A Ris-Orangis, le 8 avril 2022. Emmanuel Dunand/AFP

Si les jeunes votent en général moins que leurs aînés, leur niveau d’abstention était particulièrement élevé ce 10 avril 2022, lors du premier tour de l’élection présidentielle. Directrice de recherches en sociologie et en science politique CNRS au CEVIPOF (Sciences Po), Anne Muxel nous aide à remettre ce résultat en contexte.


The Conversation : Peut-on qualifier d’exceptionnel le niveau d’abstention enregistré chez les jeunes lors de ce premier tour de la présidentielle 2022 ?

Anne Muxel : Selon les chiffres communiqués par différents instituts de sondage, parmi les 18-35 ans, 4 jeunes sur 10 ne se seraient pas déplacés jusqu’aux urnes ce 10 avril 2022. Rappelons qu’en 2017, l’abstention s’établissait à 29 % chez les 18-24 ans et à 28 % chez les 25-34 ans.

Cette augmentation est d’autant plus notable que l’élection présidentielle mobilise traditionnellement plus la population, jeunes inclus, que les autres élections – municipales, départementales, régionales ou européennes. Il y a là chez les nouvelles générations un vrai décrochage de la participation qui apparaît comme le symptôme d’une déconsolidation démocratique, le vote étant partie intégrante de la panoplie du citoyen souhaitant s’investir dans les décisions engageant son pays.

Bureau de vote à Lyon, le 10 avril 2022. Jeff Pachoud/AFP

Mais une fois évoqué ce risque de fracture civique, il faut bien voir que cet écart de participation très important chez les jeunes ne fait qu’amplifier un mouvement qui touche le corps électoral tout entier. Depuis 2007, à chaque élection, l’abstention a progressé. Certes, les 26,1 % d’abstention enregistrés le 10 avril 2022 sont en deçà de record de 28 % atteint en 2002 mais cela reste un mauvais résultat.

TC : Un sursaut de la participation au second tour est-il possible dans ce type de scrutin ?

AM : Le duel et les enjeux qui se dessinent après ce premier tour remobiliseront peut-être des jeunes qui se sentaient hésitants face aux choix à faire.

Lors de l’élection présidentielle atypique de 2002 qui avait marqué l’entrée dans un nouveau cycle – le Front national de l’époque introduisant une tripartition de l’espace politique français – les électeurs s’étaient remobilisés au second tour. Et les jeunes, tout particulièrement, au travers des manifestations qu’ils avaient largement impulsées entre les deux tours, avaient assez massivement appelé au vote.

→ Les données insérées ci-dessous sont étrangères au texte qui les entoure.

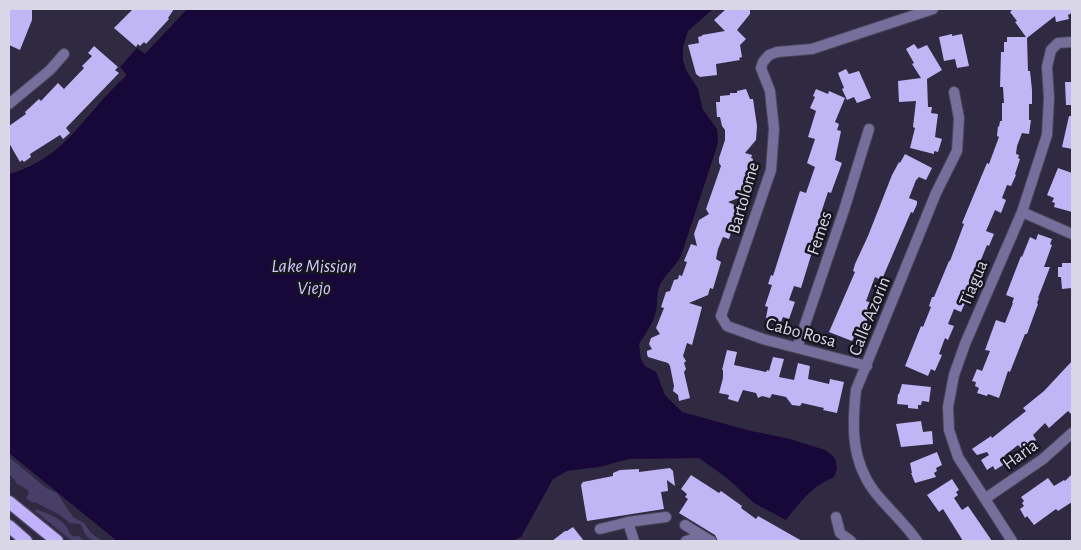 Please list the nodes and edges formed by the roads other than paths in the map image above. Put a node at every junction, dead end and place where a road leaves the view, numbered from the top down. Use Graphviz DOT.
graph roads {
  1 [pos="933,9"];
  2 [pos="1072,42"];
  3 [pos="64,54"];
  4 [pos="954,92"];
  5 [pos="9,104"];
  6 [pos="869,129"];
  7 [pos="1022,212"];
  8 [pos="1072,234"];
  9 [pos="727,326"];
  10 [pos="797,348"];
  11 [pos="867,366"];
  12 [pos="1072,433"];
  13 [pos="986,498"];
  14 [pos="9,502"];
  15 [pos="666,517"];
  16 [pos="836,517"];
  17 [pos="628,522"];
  18 [pos="685,525"];
  19 [pos="9,526"];
  20 [pos="600,529"];
  21 [pos="707,538"];
  22 [pos="26,541"];
  23 [pos="57,541"];
  24 [pos="634,541"];
  25 [pos="686,541"];
  26 [pos="851,541"];
  27 [pos="917,541"];
  28 [pos="1012,541"];
  1 -- 9 [label="street, Bartolome"];
  2 -- 7 [label="street, Tiagua"];
  3 -- 5 [label="street"];
  4 -- 11 [label="street, Calle Azorin"];
  6 -- 10 [label="street, Femes"];
  7 -- 8 [label="street"];
  7 -- 13 [label="street, Tiagua"];
  9 -- 10 [label="street, Cabo Rosa"];
  10 -- 11 [label="street, Cabo Rosa"];
  11 -- 27 [label="street, Calle Azorin"];
  12 -- 13 [label="street, Haria"];
  13 -- 28 [label="street, Tiagua"];
  14 -- 23 [label="main road"];
  15 -- 17 [label="street"];
  16 -- 26 [label="street"];
  17 -- 20 [label="street"];
  17 -- 24 [label="street"];
  18 -- 21 [label="street"];
  19 -- 22 [label="main road"];
  21 -- 25 [label="street"];
}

En 2017, en revanche, la participation n’avait pas progressé au second tour ce qui avait d’ailleurs été vu par les commentateurs de l’époque comme un signe de réussite de la stratégie de dédiabolisation menée par Marine Le Pen et le Rassemblement national, leur présence au second tour n’ayant pas pas suscité d’opposition, de dénonciation, ou de contestation comme cela avait été le cas en 2002.

TC : L’abstention traduit-elle une dévalorisation du vote aux yeux de cette part de l’électorat ?

AM : Même quand ils ne l’utilisent pas, les jeunes restent attachés au droit de vote. Ce hiatus entre les principes et les pratiques s’explique par des raisons structurelles. D’abord, il y a toujours eu une période d’inertie entre le moment où on acquiert le droit de vote et le moment où on l’exerce pleinement, c’est ce que j’ai appelé dans mes travaux le « moratoire politique ». L’entrée dans la participation électorale se fait très progressivement. Il faut attendre la trentaine voire la quarantaine pour arriver aux taux de participation équivalents à ceux de l’ensemble de la population.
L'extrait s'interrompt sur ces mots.